• [EXERCISE]: Write only the number of lines in the records beneath that hold "Fiacre".

• [DATA RECORDS]:
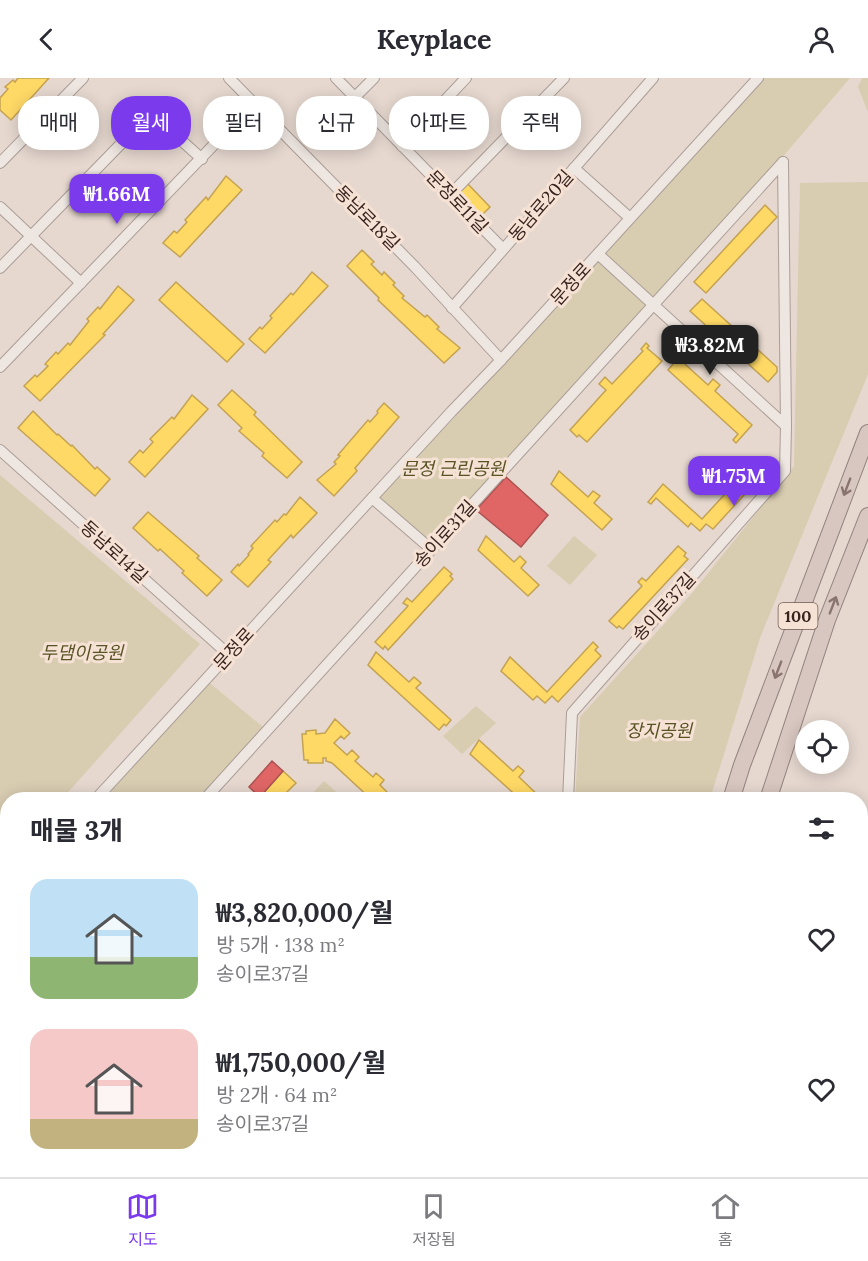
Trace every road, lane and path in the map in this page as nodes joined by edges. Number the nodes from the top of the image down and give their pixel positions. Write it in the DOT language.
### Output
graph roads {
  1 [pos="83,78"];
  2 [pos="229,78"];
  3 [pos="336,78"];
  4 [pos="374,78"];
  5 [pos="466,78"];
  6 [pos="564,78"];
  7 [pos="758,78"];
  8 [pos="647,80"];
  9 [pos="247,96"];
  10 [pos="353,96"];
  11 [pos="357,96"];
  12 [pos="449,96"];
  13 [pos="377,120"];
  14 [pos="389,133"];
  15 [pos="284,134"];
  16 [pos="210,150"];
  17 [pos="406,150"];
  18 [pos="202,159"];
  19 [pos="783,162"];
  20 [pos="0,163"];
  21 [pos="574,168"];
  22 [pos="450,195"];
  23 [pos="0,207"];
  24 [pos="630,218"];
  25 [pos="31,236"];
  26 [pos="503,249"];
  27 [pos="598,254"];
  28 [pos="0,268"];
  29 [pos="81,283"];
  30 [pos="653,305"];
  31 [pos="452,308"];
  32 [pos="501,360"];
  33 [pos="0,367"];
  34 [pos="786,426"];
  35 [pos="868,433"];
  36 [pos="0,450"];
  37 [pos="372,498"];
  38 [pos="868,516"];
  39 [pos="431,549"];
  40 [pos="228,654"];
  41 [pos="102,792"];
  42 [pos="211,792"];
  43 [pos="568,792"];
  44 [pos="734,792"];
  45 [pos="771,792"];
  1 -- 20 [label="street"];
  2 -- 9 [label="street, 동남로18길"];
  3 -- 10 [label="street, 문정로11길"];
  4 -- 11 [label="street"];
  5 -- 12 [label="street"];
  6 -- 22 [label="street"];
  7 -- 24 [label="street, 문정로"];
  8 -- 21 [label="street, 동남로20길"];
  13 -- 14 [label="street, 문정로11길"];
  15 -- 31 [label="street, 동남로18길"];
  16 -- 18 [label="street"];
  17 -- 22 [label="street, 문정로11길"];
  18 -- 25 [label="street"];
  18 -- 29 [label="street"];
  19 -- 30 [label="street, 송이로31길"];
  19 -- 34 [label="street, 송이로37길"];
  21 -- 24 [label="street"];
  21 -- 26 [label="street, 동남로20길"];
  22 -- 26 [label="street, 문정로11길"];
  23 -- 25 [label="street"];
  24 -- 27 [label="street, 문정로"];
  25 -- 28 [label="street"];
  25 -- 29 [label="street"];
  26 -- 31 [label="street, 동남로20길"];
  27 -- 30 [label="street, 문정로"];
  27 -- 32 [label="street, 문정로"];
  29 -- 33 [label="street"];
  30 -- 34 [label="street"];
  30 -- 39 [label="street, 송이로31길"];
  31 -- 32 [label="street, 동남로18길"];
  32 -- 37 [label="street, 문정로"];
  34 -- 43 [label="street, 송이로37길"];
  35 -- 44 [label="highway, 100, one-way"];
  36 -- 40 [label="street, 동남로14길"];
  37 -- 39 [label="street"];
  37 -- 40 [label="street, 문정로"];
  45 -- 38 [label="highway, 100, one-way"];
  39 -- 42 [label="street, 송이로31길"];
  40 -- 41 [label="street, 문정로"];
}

* * *

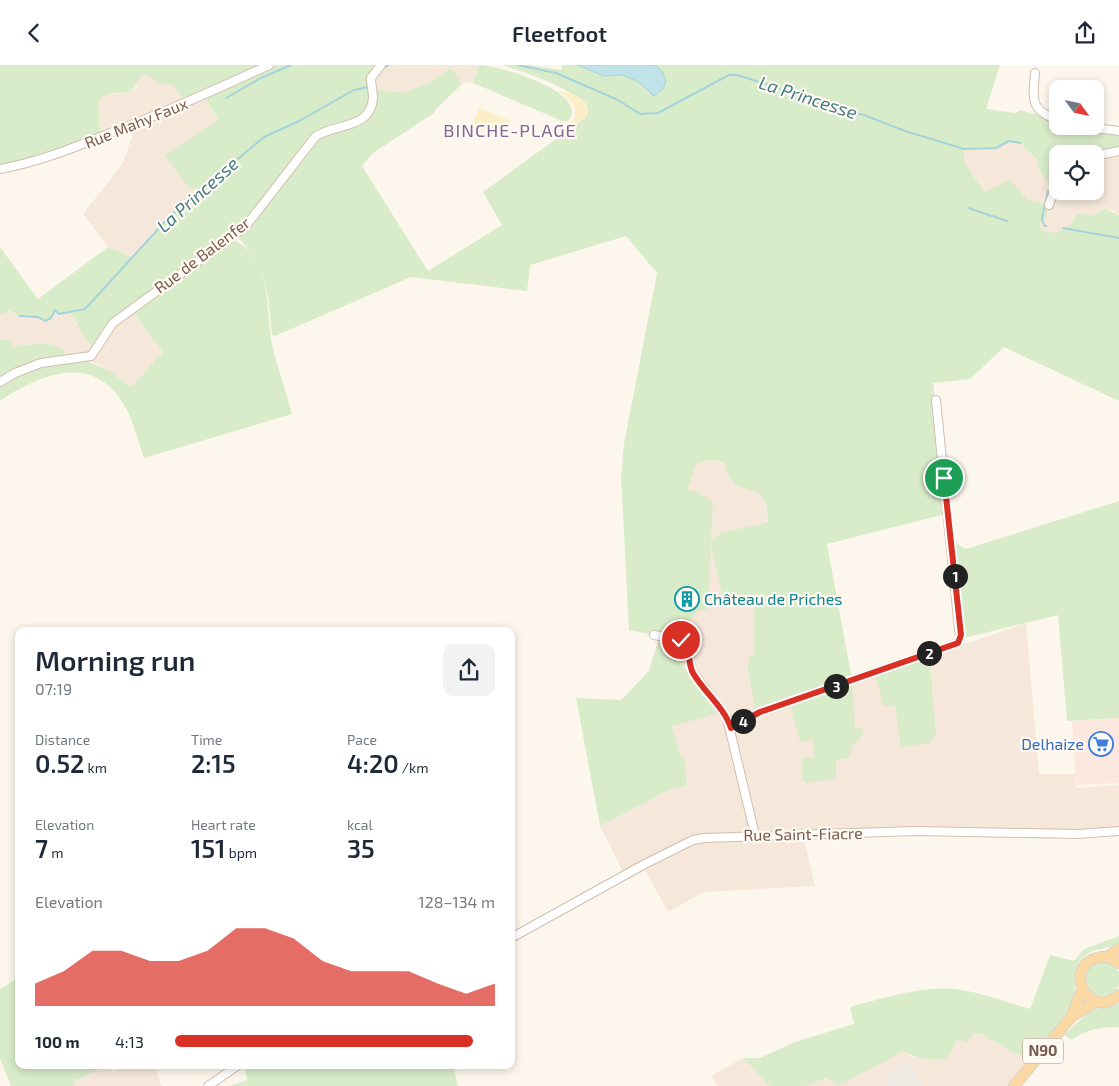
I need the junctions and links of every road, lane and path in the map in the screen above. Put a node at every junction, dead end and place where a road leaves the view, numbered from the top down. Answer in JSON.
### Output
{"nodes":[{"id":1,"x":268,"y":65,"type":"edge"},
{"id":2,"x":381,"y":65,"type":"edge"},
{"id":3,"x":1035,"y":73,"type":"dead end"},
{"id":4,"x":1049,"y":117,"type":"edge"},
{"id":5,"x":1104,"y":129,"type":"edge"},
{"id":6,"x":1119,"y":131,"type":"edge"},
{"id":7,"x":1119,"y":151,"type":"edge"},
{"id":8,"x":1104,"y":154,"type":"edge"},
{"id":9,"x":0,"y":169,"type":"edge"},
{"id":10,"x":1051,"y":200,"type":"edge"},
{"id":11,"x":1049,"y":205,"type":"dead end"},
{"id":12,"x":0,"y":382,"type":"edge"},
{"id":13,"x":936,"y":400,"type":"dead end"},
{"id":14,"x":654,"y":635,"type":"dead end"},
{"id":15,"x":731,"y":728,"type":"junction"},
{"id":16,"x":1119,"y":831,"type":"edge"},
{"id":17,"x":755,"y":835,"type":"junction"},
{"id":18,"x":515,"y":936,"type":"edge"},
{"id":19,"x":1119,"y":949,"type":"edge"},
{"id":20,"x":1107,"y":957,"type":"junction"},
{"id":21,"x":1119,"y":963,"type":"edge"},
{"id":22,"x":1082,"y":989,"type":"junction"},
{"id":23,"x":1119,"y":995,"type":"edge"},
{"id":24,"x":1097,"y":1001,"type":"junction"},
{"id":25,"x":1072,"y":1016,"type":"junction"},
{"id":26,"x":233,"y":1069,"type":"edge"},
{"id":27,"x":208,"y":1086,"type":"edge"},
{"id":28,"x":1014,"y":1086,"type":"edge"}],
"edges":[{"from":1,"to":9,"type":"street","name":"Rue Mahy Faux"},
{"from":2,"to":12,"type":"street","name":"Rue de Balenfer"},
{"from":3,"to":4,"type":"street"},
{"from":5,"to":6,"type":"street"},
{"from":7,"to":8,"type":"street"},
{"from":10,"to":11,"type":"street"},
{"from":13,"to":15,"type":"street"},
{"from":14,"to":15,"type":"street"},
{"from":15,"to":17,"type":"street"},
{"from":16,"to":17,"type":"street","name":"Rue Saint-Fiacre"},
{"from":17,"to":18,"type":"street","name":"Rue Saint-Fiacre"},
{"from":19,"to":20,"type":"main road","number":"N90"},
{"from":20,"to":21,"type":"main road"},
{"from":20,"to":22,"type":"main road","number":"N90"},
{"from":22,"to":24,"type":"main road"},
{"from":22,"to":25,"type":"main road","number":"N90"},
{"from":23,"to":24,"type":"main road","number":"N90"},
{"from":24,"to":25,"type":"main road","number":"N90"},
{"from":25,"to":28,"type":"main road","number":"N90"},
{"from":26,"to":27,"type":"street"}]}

* * *

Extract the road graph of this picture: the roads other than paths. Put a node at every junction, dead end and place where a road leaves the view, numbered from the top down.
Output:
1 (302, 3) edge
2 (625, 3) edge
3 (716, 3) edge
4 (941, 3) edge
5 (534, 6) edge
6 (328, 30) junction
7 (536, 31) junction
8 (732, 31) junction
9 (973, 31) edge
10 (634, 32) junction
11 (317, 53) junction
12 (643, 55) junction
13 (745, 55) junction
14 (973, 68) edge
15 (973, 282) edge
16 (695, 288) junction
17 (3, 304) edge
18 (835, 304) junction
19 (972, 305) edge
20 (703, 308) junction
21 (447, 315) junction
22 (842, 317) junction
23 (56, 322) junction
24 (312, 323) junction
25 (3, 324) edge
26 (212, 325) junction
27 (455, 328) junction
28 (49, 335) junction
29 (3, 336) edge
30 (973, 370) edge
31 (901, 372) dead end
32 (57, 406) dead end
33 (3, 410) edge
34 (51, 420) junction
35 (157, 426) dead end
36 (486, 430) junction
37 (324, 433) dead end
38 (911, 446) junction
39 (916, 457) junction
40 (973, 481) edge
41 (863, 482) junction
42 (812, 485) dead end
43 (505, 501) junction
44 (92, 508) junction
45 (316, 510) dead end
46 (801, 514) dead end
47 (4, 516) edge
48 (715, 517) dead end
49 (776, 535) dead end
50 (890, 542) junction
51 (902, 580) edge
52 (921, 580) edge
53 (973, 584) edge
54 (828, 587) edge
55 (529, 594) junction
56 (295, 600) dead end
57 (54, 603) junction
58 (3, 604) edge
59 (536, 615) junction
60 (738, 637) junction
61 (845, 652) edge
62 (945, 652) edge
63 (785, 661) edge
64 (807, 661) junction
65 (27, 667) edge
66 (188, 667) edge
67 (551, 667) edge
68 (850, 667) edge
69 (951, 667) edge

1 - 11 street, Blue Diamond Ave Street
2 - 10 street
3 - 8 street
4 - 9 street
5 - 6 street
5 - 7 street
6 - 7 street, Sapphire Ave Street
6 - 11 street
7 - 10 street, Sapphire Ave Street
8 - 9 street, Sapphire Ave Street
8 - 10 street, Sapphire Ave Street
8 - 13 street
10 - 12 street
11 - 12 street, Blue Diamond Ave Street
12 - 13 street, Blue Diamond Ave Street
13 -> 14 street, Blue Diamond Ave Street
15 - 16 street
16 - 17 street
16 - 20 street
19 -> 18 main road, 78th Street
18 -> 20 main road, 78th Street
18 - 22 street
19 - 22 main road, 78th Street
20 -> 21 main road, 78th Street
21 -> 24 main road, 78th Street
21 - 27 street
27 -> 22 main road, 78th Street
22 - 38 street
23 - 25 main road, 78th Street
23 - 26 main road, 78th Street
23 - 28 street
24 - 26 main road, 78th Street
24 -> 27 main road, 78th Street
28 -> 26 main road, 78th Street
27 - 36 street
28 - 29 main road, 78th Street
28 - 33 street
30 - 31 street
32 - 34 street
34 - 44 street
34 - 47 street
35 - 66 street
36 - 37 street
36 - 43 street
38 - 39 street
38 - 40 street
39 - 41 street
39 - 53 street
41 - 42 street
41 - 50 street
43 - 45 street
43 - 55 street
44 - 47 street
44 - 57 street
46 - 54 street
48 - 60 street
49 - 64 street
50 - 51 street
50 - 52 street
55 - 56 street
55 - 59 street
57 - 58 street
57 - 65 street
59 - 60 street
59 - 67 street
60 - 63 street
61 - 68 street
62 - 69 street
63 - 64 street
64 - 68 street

• [RESPONSE TO THE EXERCISE]: 2